Hernia Surgery Recovery Time
The duration of abdominal hernia surgery recovery time depends on the type of procedure employed. As you already know, laparoscopic surgery is minimally invasive. Unlike open surgery, that may cause considerable scarring, the incisions are smaller in size and they naturally take lesser time to heal. Under normal circumstances, a patient may recover within a couple of weeks. However, the recovery may be slower if complications develop. The time taken to completely recover may also vary depending on the overall health of the patient. For a speedy recovery, the patient must follow the guidelines or instructions given by the doctors. One must refrain from any activity that may strain the abdominal muscles. While complete bed rest would be required for a while, one can perform mild activities in a few days.
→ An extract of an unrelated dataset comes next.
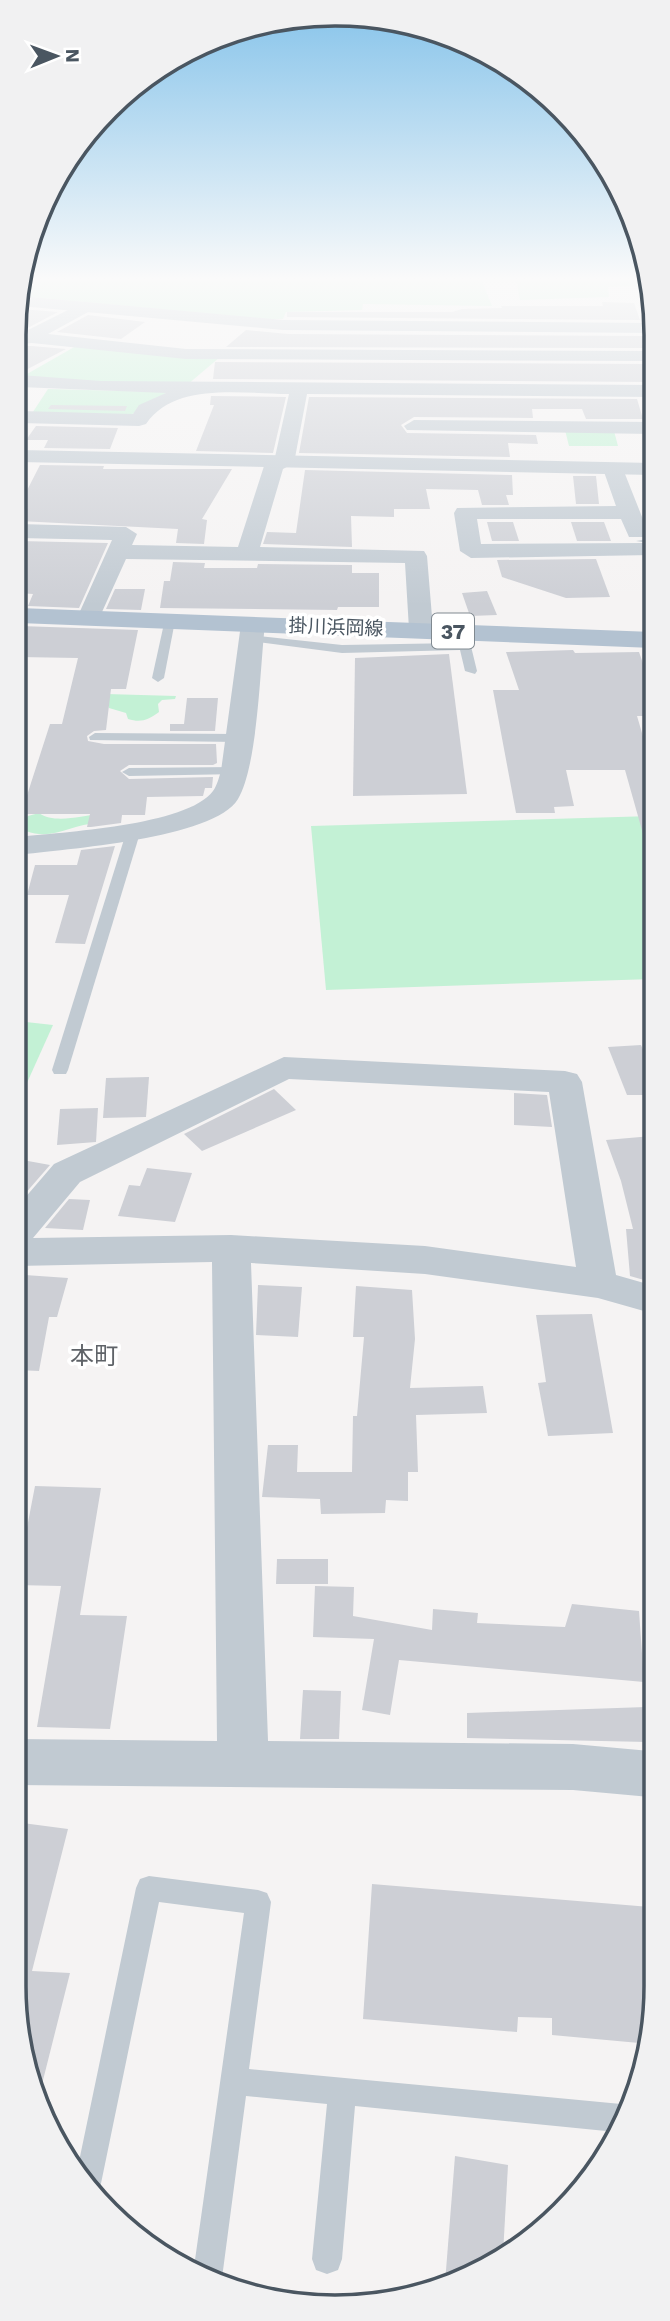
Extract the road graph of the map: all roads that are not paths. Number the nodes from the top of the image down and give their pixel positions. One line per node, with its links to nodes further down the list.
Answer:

The key to a faster recovery is to gradually resume the normal activities. One must, however, refrain from lifting heavy objects for a couple of months. Sometimes, the weakening of the abdominal wall may be a direct result of a previous abdominal surgery. If the abdomen had been cut open for surgery, and the incision didn't heal properly, weak spots may develop around the incision. This may cause the organs or tissues to bulge out. This holds true even for a hernia surgery. It's extremely important that the incision heals properly. Straining during bowel movements can put strain on the abdominal muscles, one must, therefore, consume liquids, juices, soups or foods that are easily digestible in the first few days or the week following the surgery.
The time one may take to recover from an abdominal hernia surgery usually ranges from two to three weeks. While one can slowly resume mild routine activities, one must refrain from indulging in any activity that may affect the healing of the incision and cause complications to develop. Since being overweight can also make one susceptible to hernia, there is a need to keep a tab on one's weight.